** Opening DATA EXTRACT block **
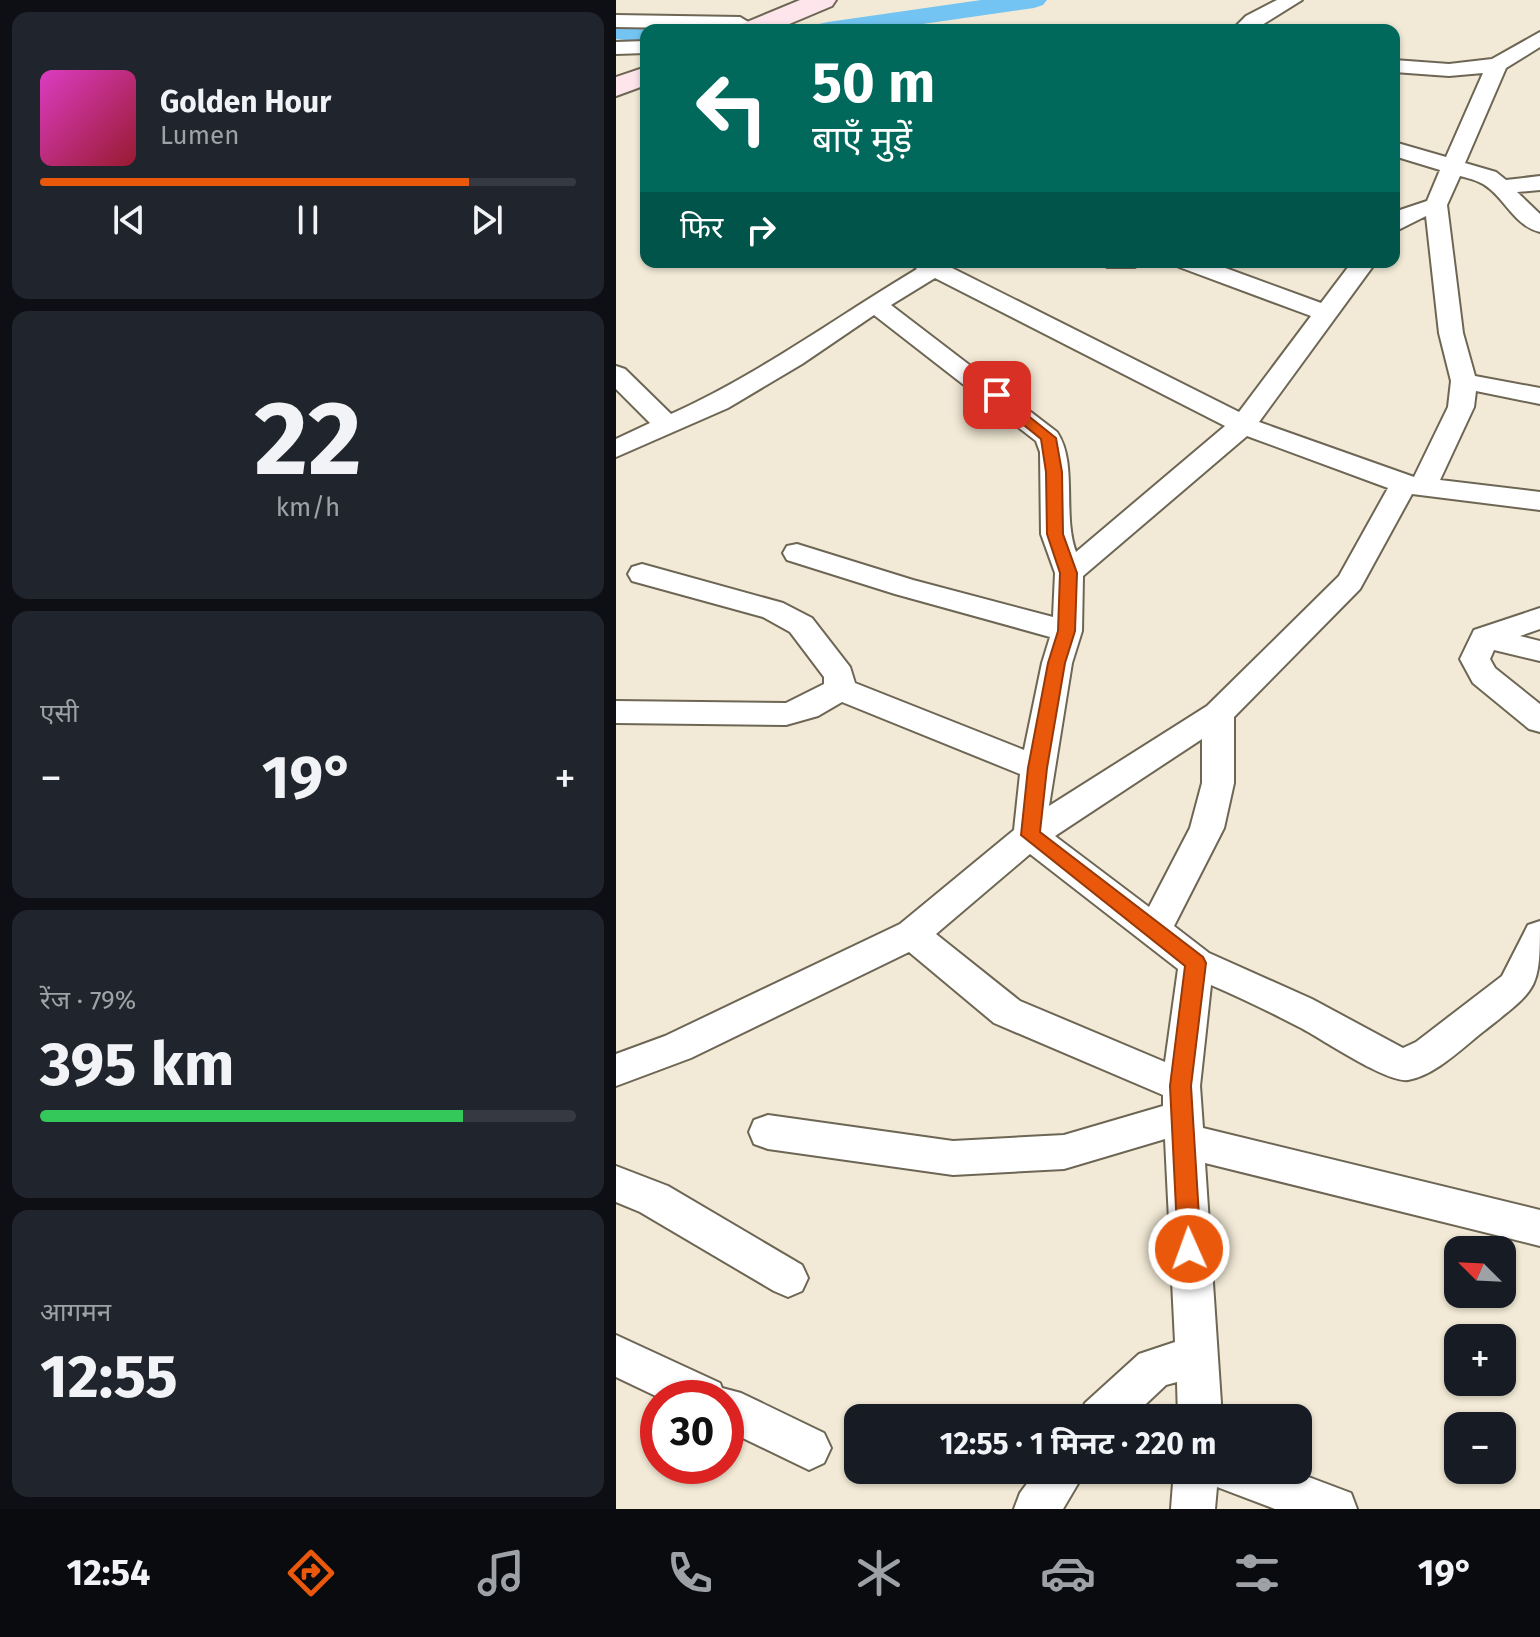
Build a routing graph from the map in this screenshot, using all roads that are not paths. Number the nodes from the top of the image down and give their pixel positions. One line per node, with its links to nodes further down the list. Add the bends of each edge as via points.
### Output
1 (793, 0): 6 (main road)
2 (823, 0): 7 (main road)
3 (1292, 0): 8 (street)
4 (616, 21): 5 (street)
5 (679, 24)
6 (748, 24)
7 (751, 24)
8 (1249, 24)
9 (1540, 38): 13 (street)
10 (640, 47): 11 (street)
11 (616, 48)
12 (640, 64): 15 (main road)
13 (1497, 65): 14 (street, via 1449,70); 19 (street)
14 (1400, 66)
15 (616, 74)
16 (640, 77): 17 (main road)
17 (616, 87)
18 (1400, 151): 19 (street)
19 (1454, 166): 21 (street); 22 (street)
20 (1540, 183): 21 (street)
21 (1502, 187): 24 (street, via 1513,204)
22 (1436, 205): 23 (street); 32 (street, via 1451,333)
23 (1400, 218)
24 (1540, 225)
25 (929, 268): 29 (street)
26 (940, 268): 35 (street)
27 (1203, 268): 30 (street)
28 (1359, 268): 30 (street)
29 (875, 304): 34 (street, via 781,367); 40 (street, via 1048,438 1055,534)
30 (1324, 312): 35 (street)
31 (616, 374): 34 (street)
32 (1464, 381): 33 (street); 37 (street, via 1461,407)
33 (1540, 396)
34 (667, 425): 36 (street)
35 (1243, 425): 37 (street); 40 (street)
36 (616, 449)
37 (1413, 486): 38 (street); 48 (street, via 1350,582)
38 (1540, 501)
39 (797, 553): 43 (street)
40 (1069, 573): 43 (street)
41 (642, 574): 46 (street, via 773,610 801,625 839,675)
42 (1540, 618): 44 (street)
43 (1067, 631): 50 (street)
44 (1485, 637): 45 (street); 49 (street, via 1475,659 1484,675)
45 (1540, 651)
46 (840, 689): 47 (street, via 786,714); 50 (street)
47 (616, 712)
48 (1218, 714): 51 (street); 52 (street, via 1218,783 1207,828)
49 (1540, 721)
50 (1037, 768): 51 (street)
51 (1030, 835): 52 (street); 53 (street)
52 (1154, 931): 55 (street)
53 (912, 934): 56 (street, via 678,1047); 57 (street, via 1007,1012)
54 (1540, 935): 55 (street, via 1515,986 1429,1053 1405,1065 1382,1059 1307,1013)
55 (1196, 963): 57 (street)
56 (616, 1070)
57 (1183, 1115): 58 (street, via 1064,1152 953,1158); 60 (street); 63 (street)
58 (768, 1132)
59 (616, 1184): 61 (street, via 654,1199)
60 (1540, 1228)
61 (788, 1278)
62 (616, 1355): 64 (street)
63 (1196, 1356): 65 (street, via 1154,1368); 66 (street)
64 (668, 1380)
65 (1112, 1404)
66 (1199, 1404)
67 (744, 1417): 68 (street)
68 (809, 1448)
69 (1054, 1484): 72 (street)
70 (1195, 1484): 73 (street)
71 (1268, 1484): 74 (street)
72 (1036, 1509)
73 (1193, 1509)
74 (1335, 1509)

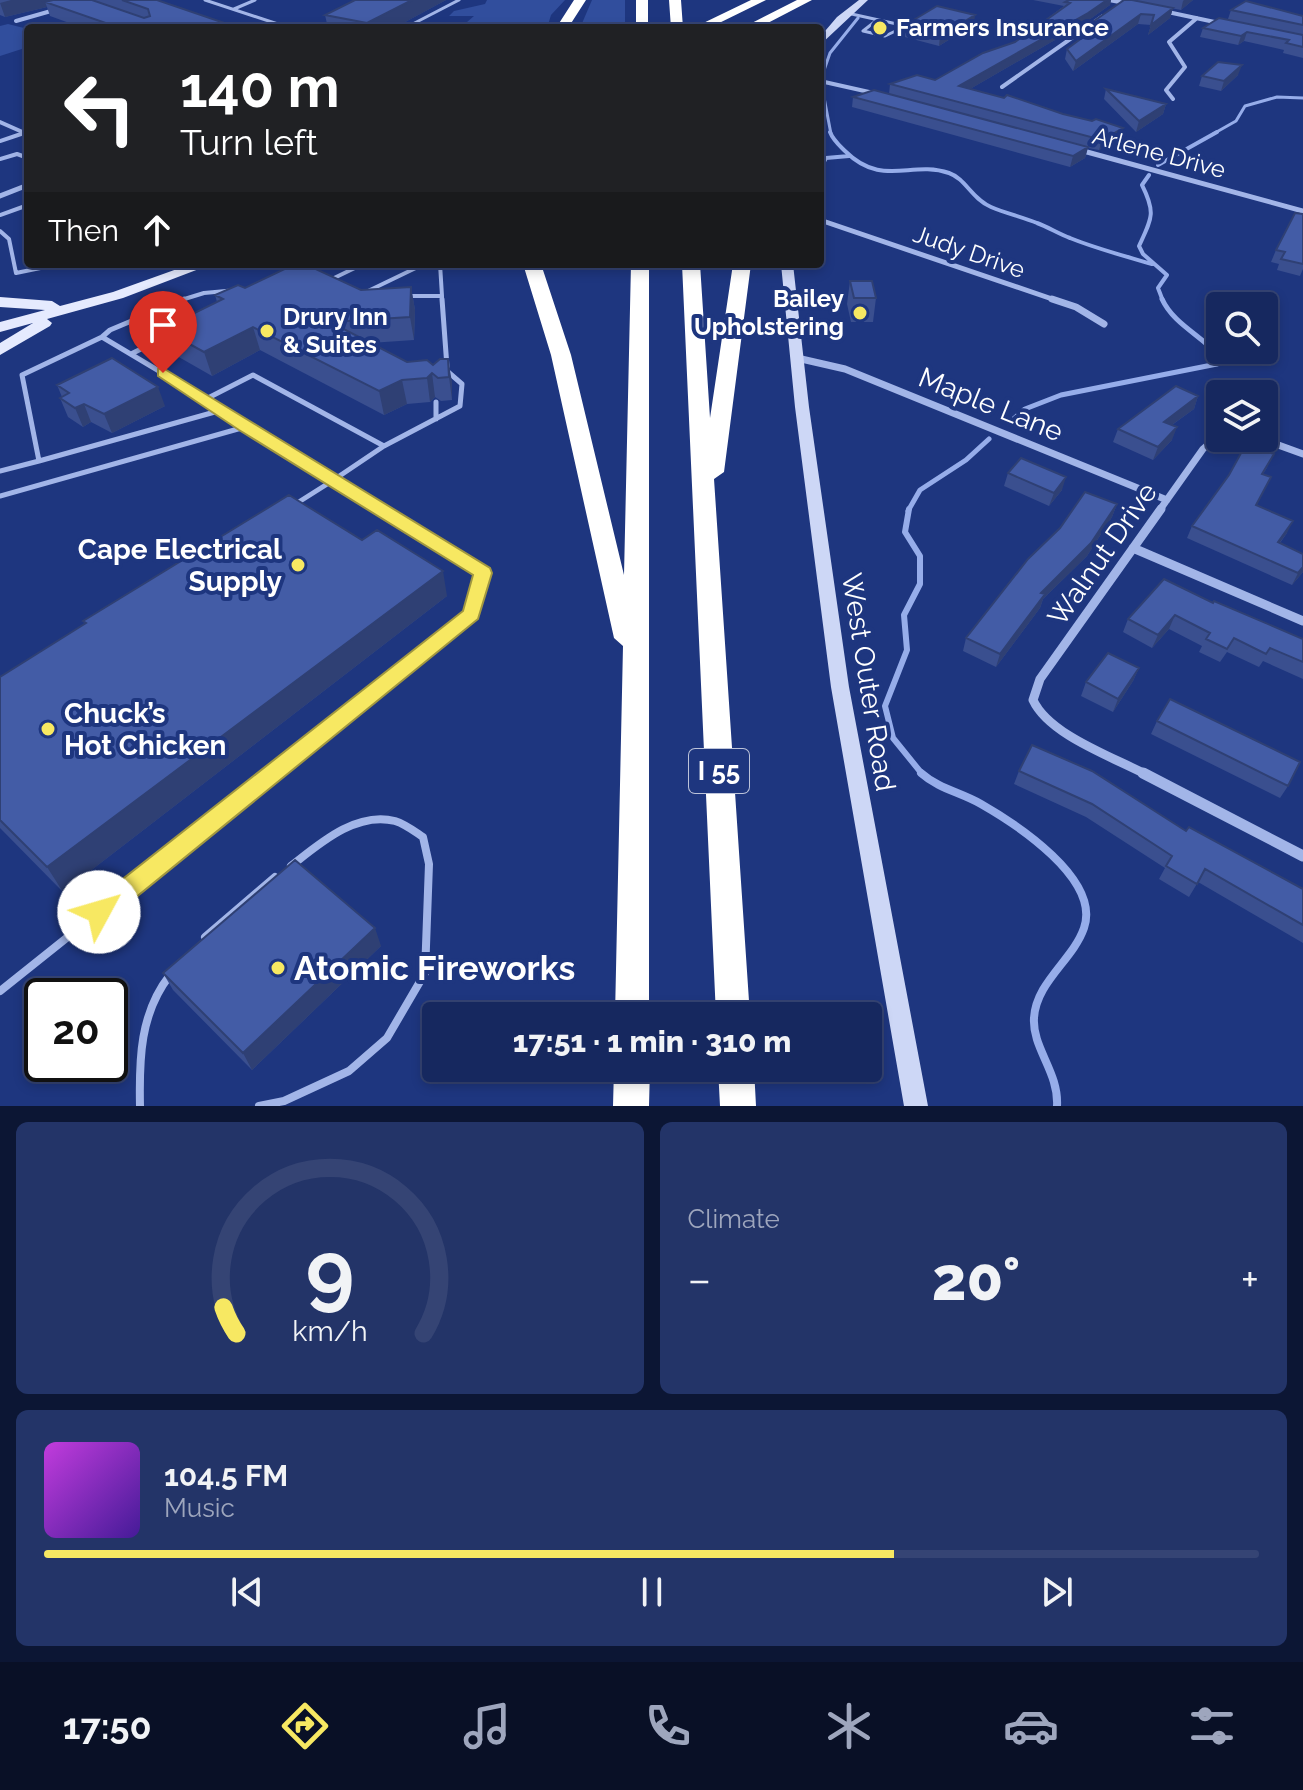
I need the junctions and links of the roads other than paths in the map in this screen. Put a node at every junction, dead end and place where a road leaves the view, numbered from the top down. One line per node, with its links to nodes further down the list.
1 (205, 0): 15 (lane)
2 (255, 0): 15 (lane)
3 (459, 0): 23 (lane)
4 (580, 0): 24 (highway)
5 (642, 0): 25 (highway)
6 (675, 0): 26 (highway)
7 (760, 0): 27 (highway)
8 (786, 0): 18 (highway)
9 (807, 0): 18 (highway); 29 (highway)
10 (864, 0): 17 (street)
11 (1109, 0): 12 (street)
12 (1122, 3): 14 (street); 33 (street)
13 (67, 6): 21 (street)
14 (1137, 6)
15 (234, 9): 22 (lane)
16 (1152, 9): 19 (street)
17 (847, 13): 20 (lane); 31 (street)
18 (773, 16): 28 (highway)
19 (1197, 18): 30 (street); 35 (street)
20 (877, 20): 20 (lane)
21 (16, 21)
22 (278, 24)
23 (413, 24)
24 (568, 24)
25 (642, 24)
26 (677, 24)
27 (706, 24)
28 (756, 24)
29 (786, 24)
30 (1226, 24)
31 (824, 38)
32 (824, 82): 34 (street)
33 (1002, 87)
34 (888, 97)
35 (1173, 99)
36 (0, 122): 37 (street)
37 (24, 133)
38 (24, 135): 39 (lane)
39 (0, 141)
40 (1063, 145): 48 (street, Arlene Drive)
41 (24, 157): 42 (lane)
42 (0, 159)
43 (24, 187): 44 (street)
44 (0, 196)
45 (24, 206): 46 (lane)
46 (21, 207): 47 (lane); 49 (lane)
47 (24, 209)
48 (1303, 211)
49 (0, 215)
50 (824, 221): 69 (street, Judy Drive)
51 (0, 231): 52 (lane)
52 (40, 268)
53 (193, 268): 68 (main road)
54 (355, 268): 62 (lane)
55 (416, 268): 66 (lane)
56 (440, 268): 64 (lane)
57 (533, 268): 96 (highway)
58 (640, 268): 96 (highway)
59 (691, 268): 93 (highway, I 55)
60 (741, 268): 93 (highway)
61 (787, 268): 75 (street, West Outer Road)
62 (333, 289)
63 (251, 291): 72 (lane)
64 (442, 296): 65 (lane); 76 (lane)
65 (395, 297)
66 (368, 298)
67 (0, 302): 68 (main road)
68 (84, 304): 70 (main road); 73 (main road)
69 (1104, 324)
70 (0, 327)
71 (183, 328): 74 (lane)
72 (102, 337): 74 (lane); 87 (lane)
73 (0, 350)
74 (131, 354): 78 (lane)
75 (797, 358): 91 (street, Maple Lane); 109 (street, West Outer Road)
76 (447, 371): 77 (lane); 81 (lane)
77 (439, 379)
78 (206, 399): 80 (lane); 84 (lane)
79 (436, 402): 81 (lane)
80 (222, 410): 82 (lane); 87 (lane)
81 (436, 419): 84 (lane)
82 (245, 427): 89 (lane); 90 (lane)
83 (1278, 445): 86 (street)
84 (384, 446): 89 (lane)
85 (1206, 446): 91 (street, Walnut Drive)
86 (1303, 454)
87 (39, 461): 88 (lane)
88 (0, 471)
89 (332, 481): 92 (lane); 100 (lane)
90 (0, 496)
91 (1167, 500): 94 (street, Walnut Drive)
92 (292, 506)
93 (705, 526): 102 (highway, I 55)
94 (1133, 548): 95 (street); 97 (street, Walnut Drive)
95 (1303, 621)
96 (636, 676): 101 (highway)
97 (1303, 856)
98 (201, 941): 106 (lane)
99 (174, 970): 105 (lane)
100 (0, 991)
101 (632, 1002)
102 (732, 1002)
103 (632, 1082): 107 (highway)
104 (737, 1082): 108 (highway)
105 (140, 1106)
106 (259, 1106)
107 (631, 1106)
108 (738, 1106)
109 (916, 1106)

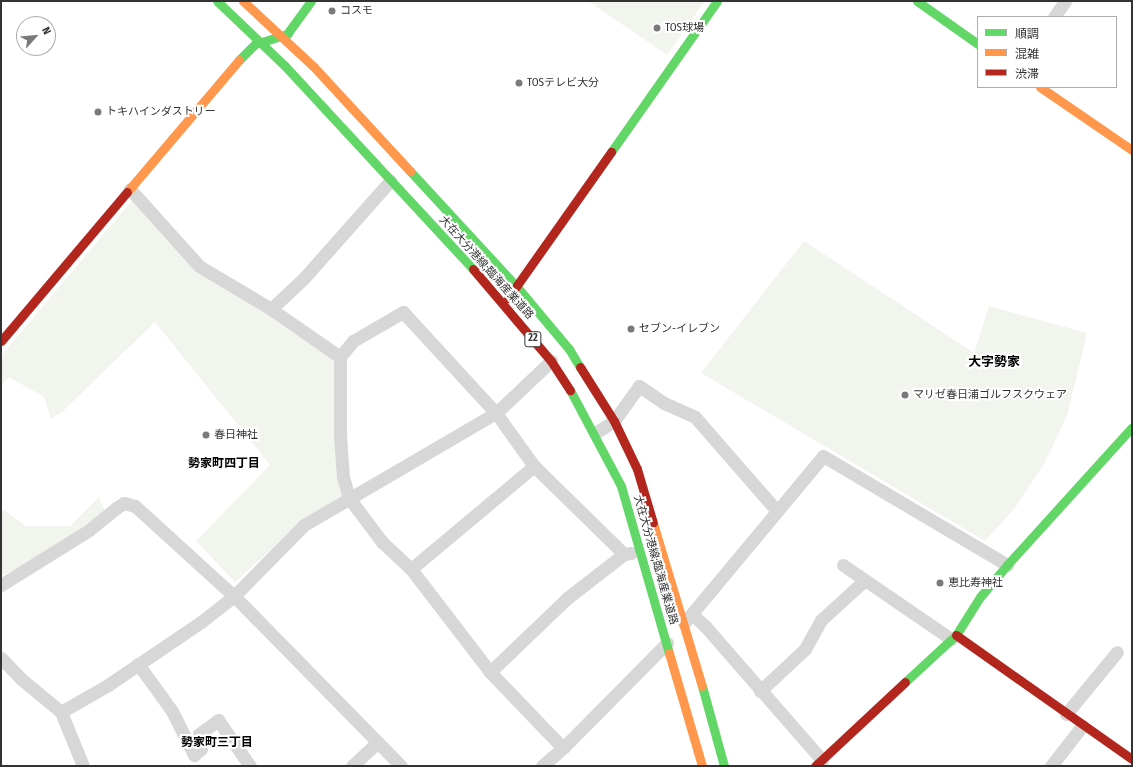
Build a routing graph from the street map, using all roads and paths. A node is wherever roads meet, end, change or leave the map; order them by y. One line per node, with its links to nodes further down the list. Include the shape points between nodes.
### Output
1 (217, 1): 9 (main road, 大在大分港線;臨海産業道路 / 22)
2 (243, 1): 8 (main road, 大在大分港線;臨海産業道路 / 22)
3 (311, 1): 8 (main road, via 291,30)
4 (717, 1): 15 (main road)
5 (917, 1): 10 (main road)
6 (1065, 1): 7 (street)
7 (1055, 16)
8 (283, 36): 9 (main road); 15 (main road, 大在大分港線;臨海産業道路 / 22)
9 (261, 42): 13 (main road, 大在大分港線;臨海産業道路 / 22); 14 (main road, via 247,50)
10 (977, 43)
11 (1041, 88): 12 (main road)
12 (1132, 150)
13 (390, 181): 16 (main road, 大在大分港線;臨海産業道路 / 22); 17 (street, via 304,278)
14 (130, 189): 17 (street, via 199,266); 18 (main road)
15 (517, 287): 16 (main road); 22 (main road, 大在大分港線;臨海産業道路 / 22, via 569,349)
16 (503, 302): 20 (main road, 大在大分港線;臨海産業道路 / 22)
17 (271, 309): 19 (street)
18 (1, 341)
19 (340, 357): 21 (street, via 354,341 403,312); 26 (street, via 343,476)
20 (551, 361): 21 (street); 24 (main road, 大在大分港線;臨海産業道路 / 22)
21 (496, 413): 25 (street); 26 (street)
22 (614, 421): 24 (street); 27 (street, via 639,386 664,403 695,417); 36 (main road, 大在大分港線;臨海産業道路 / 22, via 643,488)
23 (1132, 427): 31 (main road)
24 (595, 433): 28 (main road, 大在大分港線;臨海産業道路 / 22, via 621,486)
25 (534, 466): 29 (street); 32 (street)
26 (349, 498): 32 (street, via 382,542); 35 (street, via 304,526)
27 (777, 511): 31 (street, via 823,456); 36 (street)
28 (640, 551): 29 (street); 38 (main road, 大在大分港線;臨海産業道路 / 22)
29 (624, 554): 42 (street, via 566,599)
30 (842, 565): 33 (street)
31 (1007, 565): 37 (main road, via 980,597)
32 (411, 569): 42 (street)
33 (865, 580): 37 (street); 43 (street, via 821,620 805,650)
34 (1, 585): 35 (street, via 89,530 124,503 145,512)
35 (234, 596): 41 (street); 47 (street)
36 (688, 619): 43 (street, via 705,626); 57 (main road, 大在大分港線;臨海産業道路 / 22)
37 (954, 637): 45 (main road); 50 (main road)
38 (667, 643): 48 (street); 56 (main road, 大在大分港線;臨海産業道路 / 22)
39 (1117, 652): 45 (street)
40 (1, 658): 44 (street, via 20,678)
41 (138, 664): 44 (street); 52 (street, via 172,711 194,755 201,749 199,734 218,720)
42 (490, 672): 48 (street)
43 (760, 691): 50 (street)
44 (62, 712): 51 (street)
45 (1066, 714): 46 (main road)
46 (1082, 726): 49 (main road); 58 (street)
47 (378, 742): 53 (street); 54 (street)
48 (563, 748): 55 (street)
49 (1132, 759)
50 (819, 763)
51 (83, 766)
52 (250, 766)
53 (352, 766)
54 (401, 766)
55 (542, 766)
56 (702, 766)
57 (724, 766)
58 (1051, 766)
** Closing DATA EXTRACT block **
Pick every line containing the word "Drive" out of the material, and copy those lines.

40 (1063, 145): 48 (street, Arlene Drive)
50 (824, 221): 69 (street, Judy Drive)
85 (1206, 446): 91 (street, Walnut Drive)
91 (1167, 500): 94 (street, Walnut Drive)
94 (1133, 548): 95 (street); 97 (street, Walnut Drive)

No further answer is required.